I came across LegiStorm, which has a nasty habit of publishing publicly available information about the salaries and finances of our friends on Capitol Hill. They just started publishing the data for highly paid staffers, to a litany of complaints over potential identity theft. Turns out that the concerns about identity theft stem, in part, from the staffers own inability to pay attention to the forms they completed. The consequence is that information not needed is included, and some of it is indeed sensitive. LegiStorm has done its best, but it isn't enough for the staffers. The House Clerk is working the issue because frankly anyone who walks into the office at Capitol Hill can view the same forms, and obtain the same information. This fracas over the postings on the Internet has revealed a serious vulnerability, not of LegiStorm's creation.
I can't say I feel particularly bad for the staffers.

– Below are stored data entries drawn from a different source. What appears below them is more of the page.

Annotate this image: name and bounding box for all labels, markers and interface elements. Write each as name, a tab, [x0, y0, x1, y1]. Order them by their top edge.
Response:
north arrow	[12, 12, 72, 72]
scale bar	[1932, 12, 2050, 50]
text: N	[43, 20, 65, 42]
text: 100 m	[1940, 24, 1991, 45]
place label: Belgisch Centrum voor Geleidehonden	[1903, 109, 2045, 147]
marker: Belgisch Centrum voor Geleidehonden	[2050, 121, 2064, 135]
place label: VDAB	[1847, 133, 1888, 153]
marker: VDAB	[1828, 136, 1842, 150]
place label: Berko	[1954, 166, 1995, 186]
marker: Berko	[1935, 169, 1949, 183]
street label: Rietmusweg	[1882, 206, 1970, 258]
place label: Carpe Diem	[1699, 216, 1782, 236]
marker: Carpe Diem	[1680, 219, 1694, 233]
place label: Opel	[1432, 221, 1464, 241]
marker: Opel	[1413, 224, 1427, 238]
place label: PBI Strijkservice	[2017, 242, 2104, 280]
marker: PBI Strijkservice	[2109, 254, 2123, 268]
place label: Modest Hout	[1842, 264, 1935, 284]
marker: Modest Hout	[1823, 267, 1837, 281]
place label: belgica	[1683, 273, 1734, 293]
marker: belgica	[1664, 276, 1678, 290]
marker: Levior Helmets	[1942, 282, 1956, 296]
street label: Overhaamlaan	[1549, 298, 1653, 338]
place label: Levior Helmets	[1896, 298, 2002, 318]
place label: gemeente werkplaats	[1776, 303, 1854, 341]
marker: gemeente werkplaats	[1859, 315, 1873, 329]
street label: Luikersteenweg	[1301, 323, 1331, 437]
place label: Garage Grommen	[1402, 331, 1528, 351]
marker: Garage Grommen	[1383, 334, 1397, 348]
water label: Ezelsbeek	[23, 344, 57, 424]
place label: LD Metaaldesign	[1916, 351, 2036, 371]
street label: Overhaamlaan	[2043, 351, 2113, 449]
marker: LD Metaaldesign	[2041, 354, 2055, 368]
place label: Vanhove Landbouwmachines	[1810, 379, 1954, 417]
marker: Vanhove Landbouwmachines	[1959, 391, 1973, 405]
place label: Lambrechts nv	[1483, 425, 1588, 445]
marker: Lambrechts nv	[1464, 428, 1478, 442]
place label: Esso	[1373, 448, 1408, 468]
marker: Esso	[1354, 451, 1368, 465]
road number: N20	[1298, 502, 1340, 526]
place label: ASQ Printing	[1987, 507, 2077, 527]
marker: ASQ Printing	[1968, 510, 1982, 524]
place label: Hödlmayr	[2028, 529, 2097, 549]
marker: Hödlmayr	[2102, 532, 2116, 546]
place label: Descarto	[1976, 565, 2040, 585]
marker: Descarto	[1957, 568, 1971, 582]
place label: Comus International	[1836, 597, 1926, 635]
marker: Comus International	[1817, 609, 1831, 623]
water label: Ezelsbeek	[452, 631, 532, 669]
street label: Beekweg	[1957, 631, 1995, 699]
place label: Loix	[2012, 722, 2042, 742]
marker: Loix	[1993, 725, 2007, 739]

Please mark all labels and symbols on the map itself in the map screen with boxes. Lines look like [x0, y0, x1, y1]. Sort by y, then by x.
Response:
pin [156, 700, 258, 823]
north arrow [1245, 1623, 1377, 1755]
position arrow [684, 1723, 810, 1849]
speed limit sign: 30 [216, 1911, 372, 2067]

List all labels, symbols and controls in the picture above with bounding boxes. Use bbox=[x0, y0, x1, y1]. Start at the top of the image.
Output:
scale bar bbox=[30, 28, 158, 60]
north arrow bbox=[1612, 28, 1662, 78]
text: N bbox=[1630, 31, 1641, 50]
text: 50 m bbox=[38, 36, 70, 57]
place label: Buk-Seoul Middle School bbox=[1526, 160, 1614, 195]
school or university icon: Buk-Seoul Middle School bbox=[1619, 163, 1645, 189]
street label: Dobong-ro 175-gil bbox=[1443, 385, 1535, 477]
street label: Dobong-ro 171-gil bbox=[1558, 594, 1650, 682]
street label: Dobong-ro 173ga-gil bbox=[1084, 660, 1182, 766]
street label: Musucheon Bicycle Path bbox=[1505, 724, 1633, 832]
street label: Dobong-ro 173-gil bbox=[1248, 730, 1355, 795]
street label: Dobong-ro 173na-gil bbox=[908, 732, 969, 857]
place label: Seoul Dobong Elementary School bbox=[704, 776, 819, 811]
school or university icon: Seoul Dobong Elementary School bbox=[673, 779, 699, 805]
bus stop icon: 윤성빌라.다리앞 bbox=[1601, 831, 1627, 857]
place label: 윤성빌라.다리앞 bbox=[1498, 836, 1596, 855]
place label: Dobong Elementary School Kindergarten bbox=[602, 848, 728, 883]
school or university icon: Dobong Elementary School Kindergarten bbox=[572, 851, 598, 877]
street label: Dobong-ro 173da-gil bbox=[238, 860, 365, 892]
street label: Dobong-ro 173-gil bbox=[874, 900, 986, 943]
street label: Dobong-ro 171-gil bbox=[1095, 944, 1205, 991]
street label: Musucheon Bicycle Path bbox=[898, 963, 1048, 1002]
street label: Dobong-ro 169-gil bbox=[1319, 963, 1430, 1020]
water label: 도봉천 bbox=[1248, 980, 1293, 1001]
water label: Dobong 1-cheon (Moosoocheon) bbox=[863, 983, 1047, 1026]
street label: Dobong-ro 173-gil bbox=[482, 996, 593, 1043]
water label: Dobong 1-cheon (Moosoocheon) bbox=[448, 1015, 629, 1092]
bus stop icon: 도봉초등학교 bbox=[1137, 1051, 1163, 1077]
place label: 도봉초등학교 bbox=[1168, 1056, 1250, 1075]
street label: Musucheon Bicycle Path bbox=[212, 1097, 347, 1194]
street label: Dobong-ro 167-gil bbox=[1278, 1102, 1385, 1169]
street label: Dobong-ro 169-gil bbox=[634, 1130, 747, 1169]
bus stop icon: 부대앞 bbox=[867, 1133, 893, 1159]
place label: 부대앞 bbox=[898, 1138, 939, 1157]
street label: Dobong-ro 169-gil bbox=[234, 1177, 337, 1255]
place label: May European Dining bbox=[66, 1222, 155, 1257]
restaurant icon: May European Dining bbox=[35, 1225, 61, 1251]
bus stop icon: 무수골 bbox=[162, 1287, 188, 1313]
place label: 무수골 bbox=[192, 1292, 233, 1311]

1 - they can't follow instructions and helped create the problem
2 - everyone was willing to allow sensitive data to be available, until they discovered that people might actually do something with it. The ubiquity of the 'Net has resulted in Joe and Jane Citizen getting instant access to public forms that previously required a lot of effort to get to.
So, I hope the House Clerk works this out to the satisfaction of all, the staffers need to take a bottle of chill pills, and let this be a lesson to all of us that the need to follow instructions and limit the amount of data we share is extremely important in the age of instant information and gratification.